• _WORK REQUIRED_:
Only a number is wanted here: the count of lines in the entries below that include the word "Bennett".

• _Stored data_:
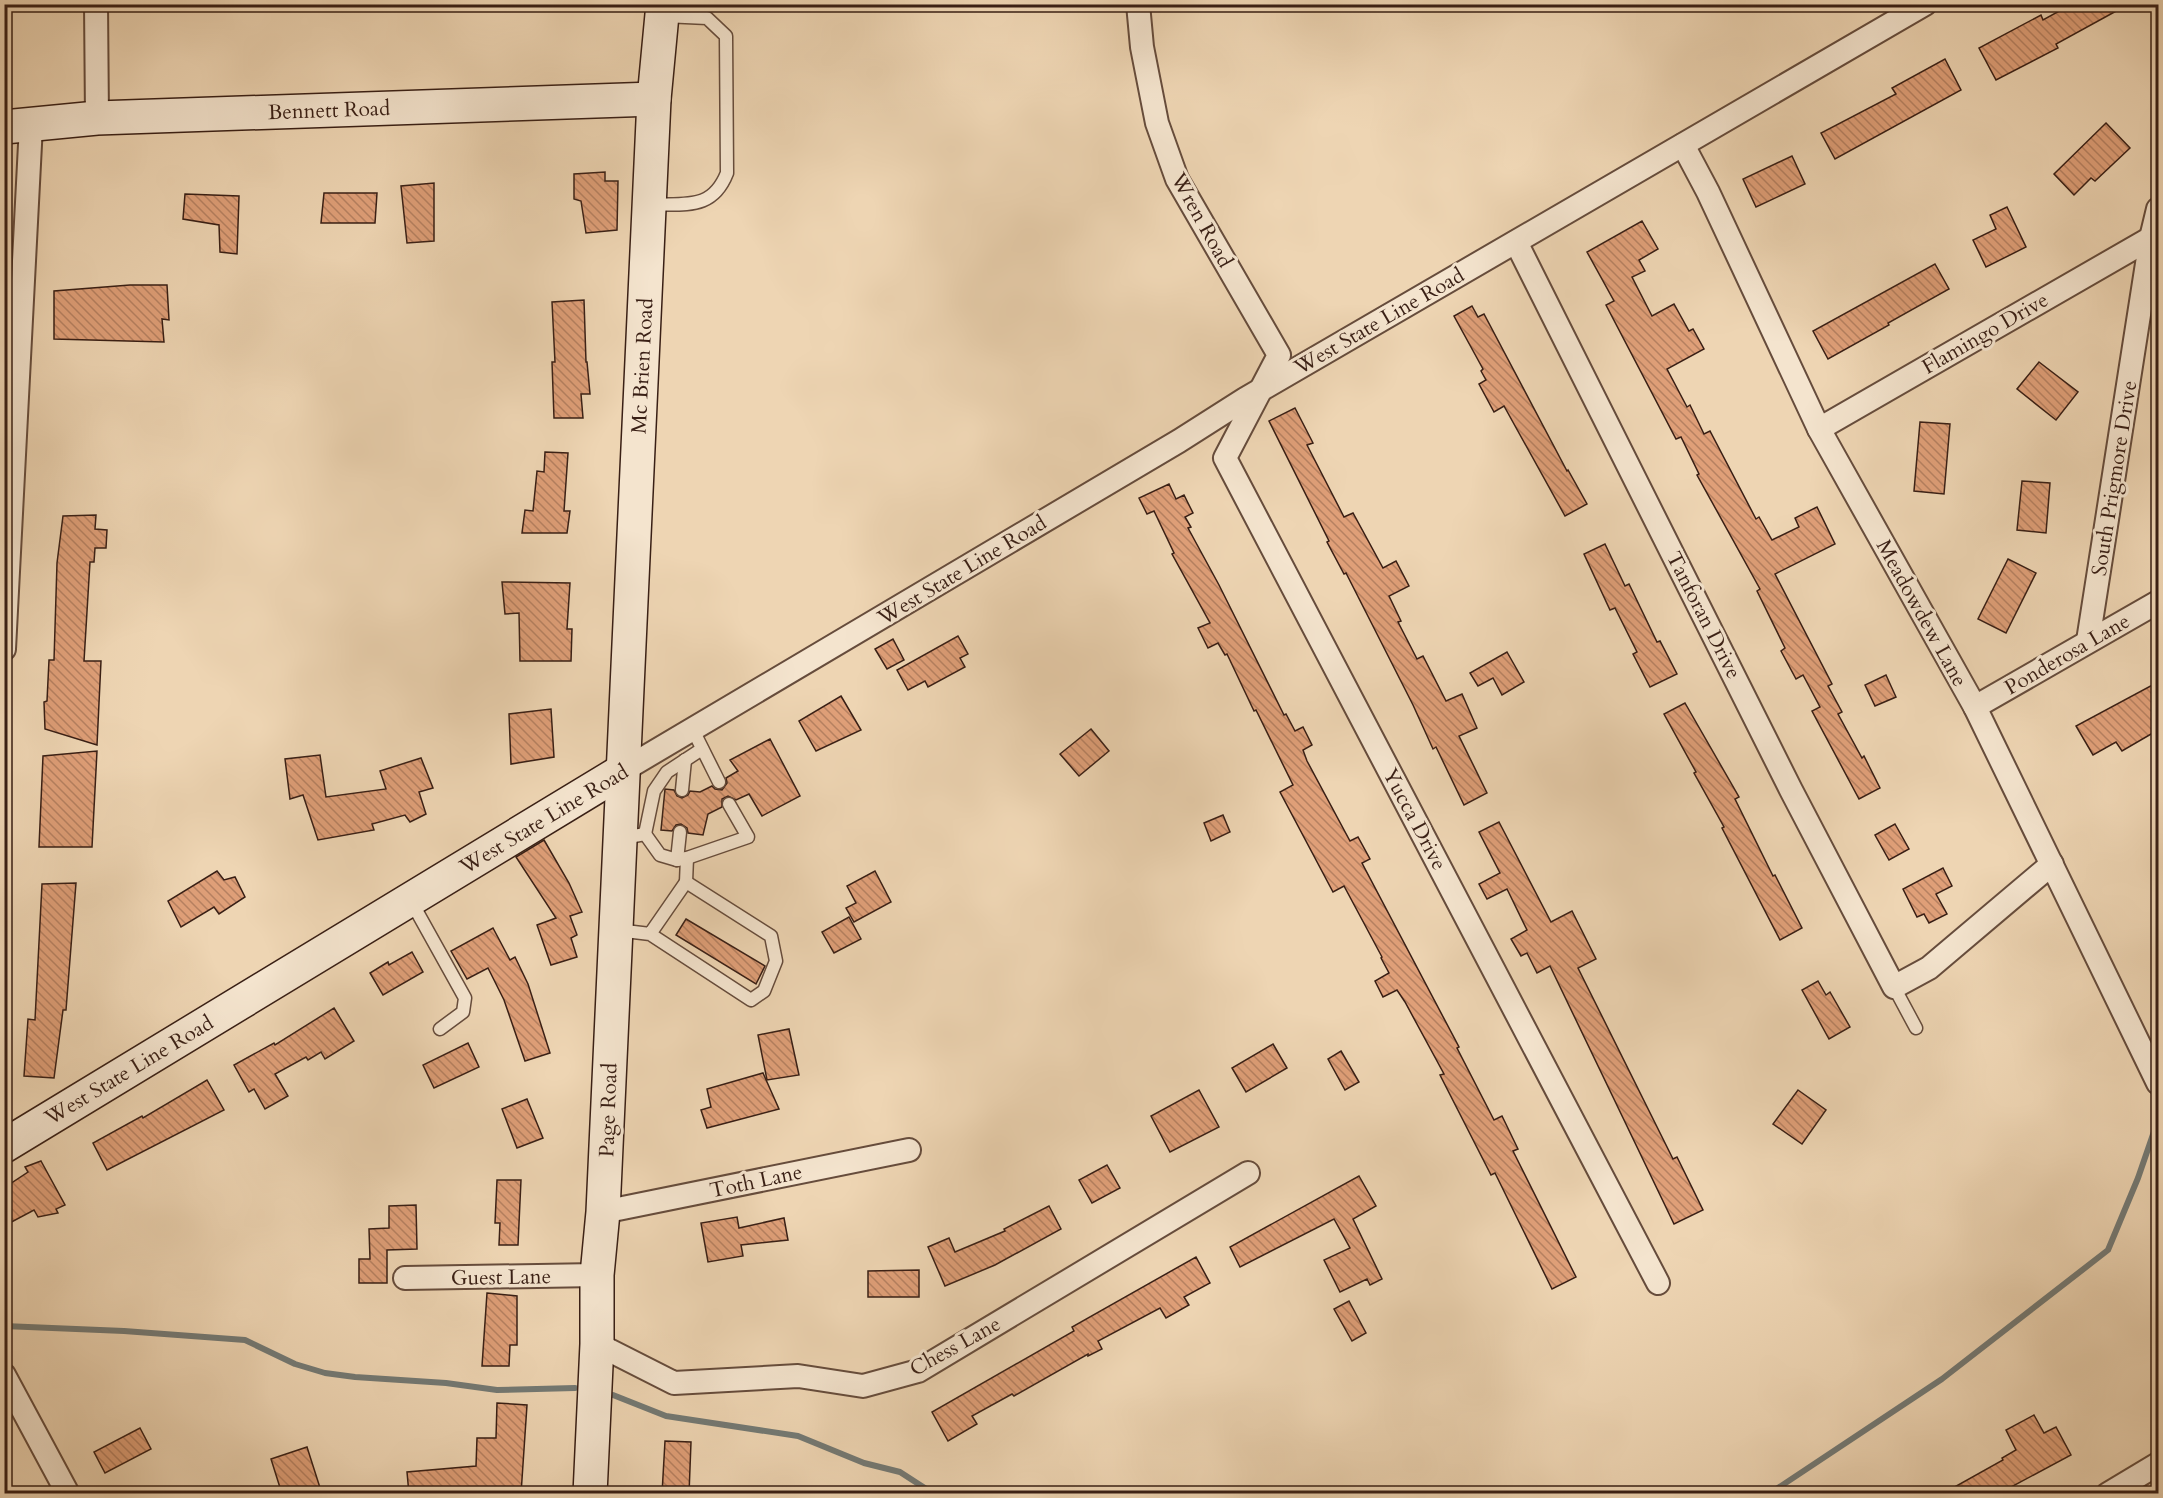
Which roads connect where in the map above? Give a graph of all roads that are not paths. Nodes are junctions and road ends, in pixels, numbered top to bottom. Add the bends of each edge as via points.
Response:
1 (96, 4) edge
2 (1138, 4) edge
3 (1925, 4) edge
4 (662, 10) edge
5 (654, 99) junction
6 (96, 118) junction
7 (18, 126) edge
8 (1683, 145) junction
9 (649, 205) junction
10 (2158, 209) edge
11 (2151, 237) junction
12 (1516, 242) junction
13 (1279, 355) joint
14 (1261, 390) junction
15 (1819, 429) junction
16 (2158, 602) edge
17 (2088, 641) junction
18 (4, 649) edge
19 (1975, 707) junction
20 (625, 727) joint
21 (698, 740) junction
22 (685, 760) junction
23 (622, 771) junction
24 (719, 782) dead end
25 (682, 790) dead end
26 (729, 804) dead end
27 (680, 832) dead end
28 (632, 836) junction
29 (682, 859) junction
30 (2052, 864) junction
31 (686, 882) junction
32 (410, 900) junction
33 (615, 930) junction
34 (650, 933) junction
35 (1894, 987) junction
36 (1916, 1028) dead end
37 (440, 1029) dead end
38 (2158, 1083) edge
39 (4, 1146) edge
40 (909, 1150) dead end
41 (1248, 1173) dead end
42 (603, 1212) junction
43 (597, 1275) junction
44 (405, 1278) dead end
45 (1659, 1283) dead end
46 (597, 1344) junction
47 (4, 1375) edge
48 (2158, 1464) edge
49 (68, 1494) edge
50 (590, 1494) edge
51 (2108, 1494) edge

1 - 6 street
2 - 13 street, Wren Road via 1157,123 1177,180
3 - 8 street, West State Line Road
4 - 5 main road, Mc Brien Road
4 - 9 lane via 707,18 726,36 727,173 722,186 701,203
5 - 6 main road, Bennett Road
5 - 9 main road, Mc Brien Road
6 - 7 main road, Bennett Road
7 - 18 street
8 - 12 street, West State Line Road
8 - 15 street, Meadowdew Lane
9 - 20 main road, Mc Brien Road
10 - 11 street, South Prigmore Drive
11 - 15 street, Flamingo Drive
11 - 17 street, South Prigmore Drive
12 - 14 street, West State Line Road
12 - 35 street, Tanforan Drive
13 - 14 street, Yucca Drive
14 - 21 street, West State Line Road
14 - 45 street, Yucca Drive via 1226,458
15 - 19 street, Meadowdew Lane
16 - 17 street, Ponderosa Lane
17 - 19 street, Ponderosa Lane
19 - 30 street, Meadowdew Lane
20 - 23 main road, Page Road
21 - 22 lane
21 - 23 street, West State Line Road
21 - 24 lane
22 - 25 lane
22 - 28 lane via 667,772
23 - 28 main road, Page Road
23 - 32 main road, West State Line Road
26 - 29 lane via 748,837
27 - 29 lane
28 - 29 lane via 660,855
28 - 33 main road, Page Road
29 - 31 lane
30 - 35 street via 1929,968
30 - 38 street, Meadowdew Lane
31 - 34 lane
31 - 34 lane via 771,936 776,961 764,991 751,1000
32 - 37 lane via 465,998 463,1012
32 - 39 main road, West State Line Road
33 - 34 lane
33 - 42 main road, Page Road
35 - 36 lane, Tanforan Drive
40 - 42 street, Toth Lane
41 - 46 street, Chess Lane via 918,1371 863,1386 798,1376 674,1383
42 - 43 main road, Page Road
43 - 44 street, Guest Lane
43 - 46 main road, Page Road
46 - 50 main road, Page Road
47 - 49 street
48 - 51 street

• _TASK OUTPUT_:
2